Work request
Which lines of the records contain the word "with"? Show each of them.

Records provided
----------
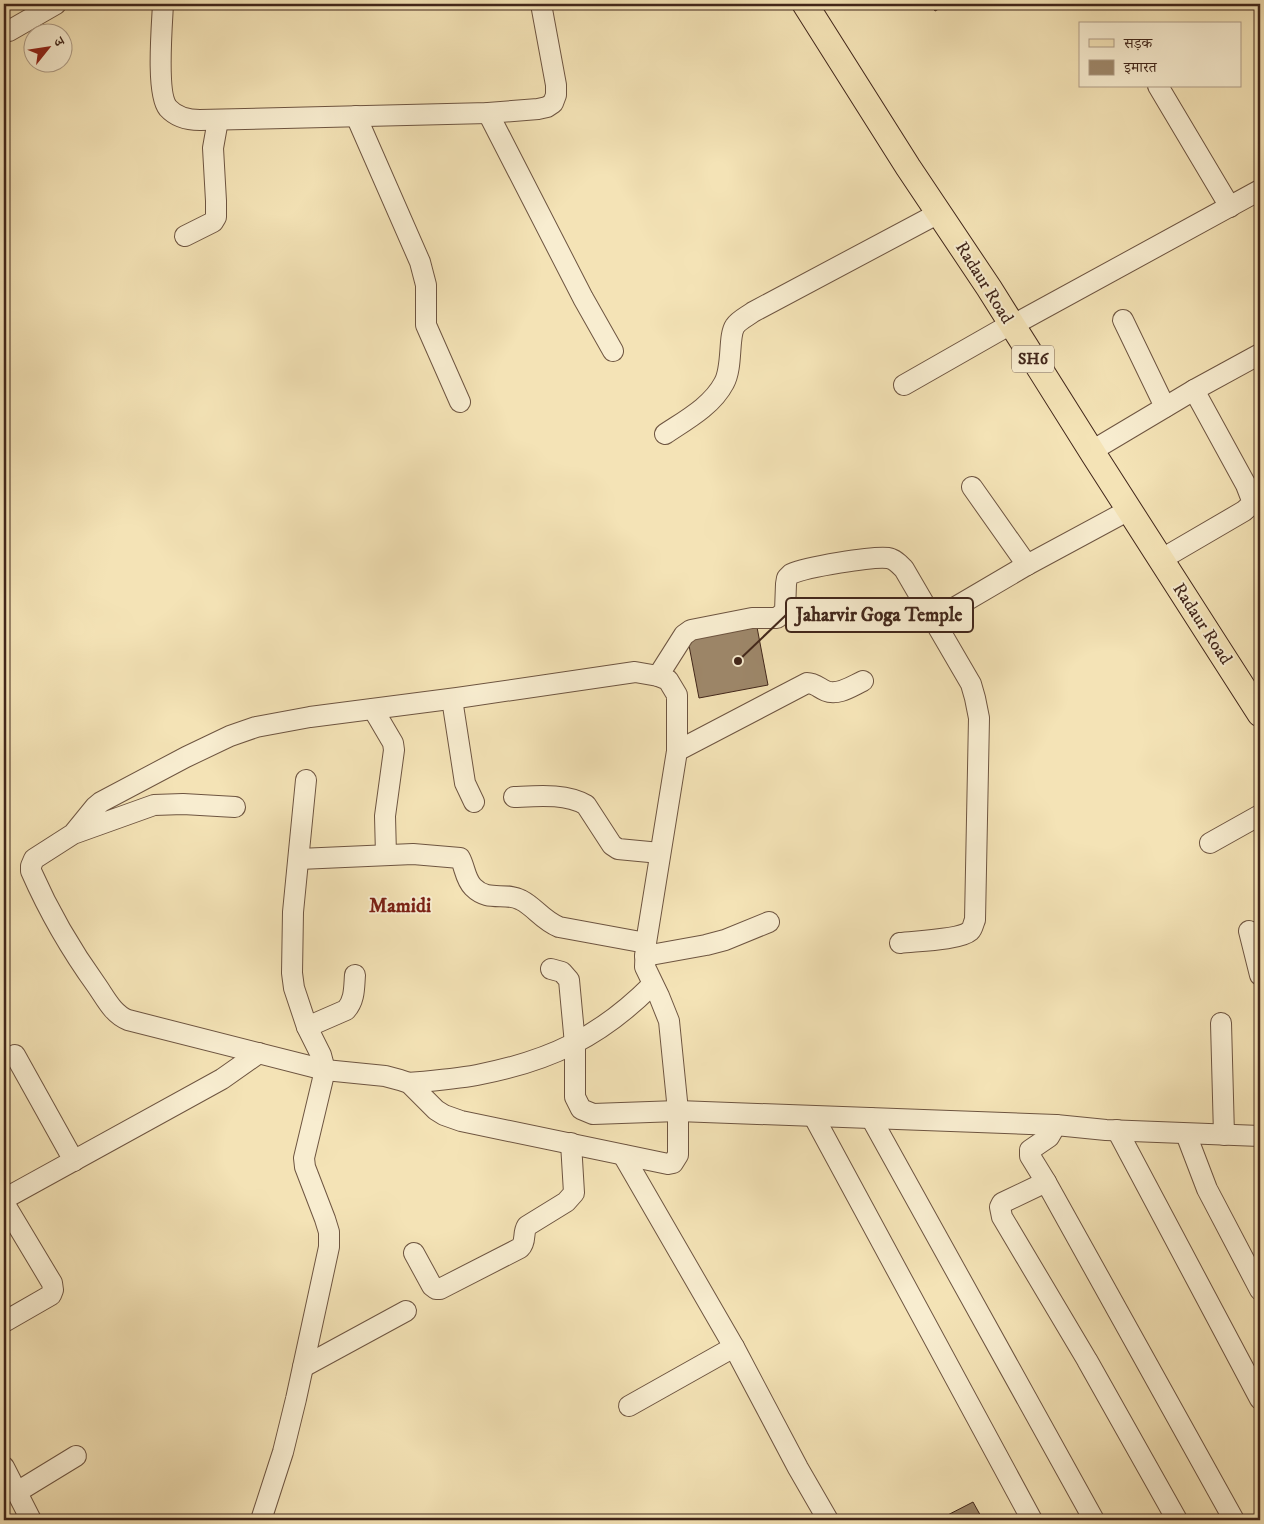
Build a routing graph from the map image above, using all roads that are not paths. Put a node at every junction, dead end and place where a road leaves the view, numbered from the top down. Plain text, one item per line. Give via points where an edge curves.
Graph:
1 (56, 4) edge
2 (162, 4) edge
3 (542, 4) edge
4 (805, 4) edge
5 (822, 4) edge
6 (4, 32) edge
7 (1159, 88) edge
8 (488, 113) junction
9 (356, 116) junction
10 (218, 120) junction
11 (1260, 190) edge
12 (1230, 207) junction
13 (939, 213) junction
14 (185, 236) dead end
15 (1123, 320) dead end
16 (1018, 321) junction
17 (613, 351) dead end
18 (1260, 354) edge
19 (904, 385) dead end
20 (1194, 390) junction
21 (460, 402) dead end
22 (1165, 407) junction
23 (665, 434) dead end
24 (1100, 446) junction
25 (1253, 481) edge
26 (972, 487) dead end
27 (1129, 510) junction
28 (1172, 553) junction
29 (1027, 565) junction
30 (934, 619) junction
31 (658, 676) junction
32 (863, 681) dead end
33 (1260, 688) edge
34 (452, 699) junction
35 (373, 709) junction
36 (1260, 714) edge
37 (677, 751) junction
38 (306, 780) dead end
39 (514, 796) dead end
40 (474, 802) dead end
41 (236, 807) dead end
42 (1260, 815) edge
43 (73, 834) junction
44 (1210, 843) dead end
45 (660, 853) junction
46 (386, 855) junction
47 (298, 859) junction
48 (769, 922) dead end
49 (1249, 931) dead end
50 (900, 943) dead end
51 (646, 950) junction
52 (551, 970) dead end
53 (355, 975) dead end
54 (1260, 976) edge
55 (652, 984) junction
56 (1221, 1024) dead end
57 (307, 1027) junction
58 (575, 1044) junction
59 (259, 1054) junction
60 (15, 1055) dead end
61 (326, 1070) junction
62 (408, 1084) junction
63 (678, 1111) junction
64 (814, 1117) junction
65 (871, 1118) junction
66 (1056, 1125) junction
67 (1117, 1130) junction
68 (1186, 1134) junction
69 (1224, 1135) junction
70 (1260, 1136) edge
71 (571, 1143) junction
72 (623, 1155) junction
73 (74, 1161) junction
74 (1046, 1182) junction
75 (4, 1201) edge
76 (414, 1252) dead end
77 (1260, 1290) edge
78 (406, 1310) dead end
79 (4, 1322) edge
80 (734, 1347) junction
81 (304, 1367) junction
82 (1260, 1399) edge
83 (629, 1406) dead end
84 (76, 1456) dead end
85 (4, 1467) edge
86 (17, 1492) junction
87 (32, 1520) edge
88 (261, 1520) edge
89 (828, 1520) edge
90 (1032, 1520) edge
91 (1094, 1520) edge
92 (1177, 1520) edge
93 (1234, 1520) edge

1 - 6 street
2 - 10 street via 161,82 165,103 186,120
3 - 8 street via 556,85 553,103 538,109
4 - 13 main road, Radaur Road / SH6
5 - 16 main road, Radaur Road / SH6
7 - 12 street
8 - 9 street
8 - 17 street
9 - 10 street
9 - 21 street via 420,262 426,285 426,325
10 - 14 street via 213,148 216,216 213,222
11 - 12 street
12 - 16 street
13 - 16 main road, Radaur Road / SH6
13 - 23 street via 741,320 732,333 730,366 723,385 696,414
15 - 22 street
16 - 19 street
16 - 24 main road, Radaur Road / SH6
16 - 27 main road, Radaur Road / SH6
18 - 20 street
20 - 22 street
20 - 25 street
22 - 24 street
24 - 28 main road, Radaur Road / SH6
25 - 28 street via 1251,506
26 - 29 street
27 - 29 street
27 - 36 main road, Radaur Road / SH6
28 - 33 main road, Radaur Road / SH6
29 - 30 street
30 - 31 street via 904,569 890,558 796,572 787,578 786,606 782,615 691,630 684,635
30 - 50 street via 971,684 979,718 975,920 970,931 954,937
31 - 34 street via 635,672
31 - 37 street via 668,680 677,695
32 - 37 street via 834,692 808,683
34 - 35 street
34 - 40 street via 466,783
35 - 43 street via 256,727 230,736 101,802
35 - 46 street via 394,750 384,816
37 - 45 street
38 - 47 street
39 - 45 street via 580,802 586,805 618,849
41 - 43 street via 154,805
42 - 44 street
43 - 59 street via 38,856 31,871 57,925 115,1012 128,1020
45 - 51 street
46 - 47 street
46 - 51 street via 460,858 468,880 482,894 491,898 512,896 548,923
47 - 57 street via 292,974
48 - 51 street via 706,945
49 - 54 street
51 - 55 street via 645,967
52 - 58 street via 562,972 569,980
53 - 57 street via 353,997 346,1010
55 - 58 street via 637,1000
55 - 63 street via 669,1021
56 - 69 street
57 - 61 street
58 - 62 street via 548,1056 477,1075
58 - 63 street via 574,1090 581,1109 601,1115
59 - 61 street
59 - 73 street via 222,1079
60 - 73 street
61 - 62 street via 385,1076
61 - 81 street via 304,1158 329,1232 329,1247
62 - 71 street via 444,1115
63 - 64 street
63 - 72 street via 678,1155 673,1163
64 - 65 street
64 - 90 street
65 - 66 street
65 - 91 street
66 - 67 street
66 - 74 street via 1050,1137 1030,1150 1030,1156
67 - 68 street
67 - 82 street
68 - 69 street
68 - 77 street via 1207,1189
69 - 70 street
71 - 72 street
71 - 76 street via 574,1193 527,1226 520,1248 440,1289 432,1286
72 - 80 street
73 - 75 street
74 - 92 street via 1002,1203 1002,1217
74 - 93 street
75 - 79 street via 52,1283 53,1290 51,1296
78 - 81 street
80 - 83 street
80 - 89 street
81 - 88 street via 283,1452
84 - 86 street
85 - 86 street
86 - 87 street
----------
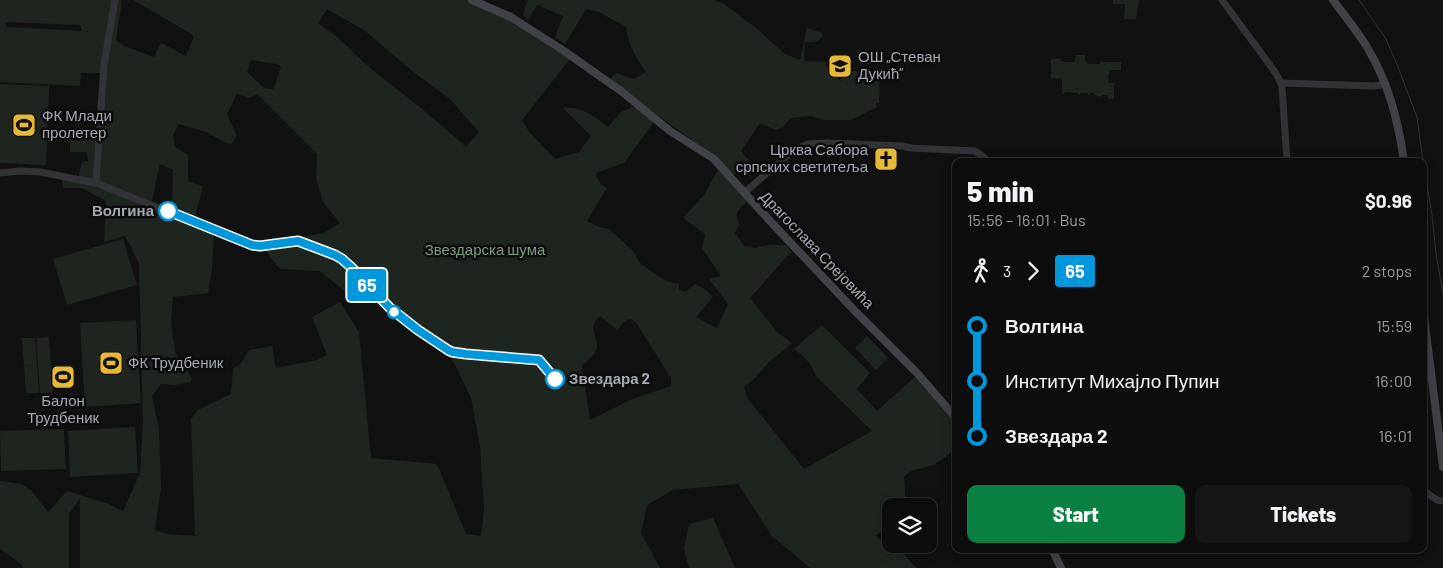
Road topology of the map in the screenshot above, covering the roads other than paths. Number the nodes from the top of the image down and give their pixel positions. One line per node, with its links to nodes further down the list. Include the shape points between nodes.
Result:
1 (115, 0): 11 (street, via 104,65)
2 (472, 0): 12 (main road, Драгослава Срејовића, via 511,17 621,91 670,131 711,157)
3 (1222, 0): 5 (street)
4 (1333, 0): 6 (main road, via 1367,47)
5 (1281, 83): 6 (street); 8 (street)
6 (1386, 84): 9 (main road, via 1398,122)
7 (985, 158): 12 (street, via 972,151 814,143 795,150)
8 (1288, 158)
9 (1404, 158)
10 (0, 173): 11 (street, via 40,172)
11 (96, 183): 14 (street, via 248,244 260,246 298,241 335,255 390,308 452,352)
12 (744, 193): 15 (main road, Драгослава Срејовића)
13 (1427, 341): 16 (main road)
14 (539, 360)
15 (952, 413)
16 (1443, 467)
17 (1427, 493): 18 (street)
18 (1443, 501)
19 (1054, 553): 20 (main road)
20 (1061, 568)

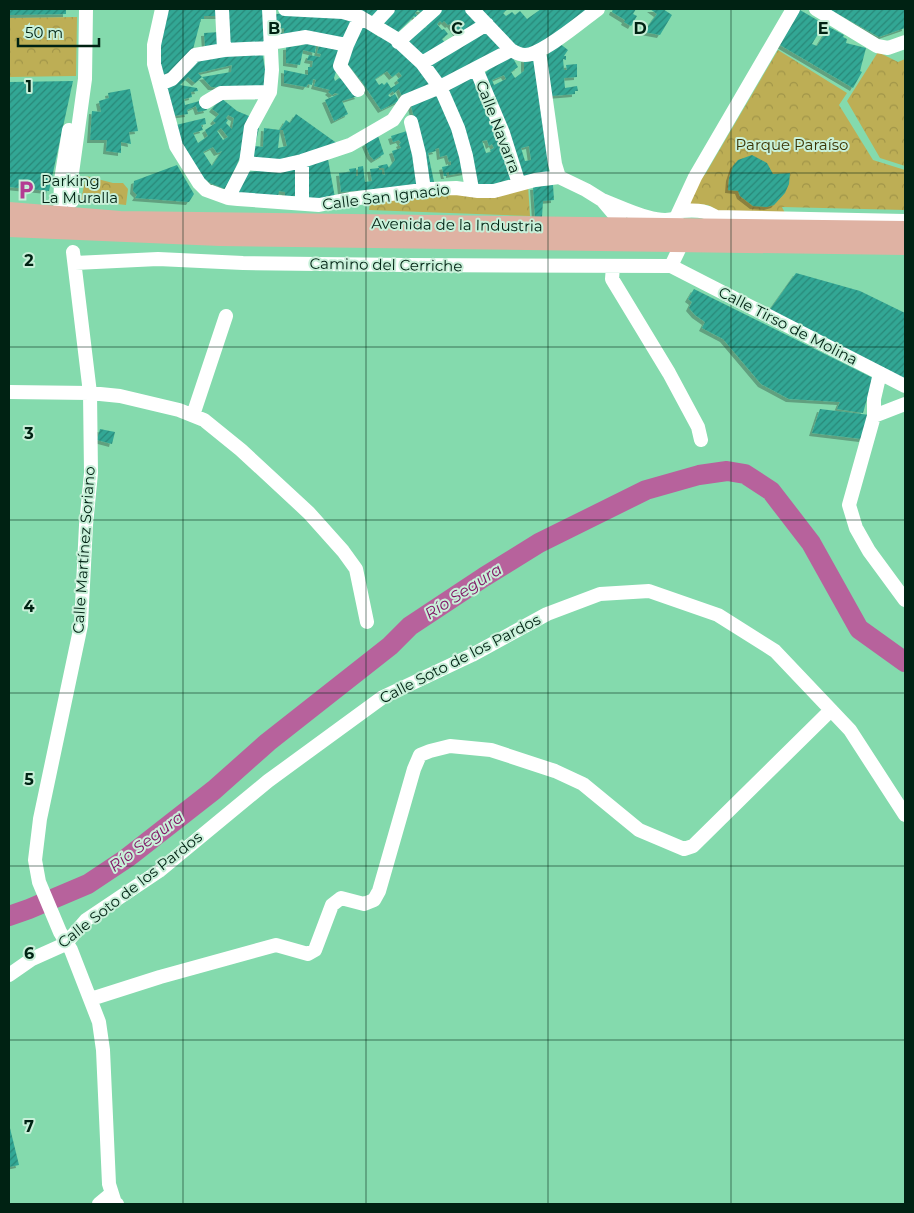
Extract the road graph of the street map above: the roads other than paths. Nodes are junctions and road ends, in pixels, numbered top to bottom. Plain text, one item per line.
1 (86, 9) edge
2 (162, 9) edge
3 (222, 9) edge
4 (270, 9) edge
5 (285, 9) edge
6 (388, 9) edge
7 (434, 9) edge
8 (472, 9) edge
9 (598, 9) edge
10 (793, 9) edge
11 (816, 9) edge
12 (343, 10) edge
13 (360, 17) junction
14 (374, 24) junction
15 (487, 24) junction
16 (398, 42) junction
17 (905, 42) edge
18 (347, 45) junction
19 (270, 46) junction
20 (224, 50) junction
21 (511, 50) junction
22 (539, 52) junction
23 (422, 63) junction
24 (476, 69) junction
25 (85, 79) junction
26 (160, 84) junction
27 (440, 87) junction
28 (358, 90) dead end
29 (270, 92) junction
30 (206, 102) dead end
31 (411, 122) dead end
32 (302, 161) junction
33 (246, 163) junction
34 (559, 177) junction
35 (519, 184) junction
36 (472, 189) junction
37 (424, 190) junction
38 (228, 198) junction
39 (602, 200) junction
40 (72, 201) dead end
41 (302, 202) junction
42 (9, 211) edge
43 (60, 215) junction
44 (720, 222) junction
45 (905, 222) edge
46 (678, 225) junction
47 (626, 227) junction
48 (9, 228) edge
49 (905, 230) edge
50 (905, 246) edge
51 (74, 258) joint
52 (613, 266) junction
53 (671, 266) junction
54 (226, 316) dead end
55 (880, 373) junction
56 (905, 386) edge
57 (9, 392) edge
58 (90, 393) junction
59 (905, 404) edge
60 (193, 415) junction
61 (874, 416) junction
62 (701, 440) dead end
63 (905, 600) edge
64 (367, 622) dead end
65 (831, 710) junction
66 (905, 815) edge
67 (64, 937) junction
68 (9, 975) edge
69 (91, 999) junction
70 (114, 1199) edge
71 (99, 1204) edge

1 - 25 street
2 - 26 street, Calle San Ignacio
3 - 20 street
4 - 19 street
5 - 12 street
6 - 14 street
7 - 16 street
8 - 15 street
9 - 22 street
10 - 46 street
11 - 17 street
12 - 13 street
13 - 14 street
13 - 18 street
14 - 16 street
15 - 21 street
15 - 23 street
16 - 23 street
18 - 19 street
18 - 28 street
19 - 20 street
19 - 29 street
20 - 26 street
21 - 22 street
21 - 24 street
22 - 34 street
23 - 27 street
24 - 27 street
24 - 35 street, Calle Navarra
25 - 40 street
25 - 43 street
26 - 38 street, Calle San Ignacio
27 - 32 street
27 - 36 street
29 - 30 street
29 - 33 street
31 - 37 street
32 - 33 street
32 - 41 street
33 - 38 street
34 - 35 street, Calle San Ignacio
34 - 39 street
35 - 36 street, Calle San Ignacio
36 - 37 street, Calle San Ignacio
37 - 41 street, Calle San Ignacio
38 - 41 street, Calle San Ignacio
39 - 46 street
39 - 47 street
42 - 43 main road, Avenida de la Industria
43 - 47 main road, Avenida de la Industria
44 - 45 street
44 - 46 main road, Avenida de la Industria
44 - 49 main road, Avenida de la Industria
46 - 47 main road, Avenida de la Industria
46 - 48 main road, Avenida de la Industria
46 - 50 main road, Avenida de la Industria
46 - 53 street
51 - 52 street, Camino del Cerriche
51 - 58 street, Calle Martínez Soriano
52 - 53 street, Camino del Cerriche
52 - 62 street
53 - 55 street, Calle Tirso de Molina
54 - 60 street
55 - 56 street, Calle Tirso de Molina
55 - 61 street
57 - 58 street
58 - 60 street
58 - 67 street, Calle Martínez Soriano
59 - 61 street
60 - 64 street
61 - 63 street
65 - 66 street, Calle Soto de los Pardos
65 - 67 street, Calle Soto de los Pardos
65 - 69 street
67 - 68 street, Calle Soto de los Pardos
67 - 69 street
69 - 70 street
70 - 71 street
----------
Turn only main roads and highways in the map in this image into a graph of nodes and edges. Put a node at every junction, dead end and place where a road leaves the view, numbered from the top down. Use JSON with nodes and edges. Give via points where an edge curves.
----------
Task output
Road topology of the map in the screenshot above, covering the roads other than paths. Number the nodes from the top of the image down and give their pixel positions. One line per node, with its links to nodes further down the list. Include the shape points between nodes.
Turn only main roads and highways in the map in this image into a graph of nodes and edges. Put a node at every junction, dead end and place where a road leaves the view, numbered from the top down. Use JSON with nodes and edges. Give via points where an edge curves.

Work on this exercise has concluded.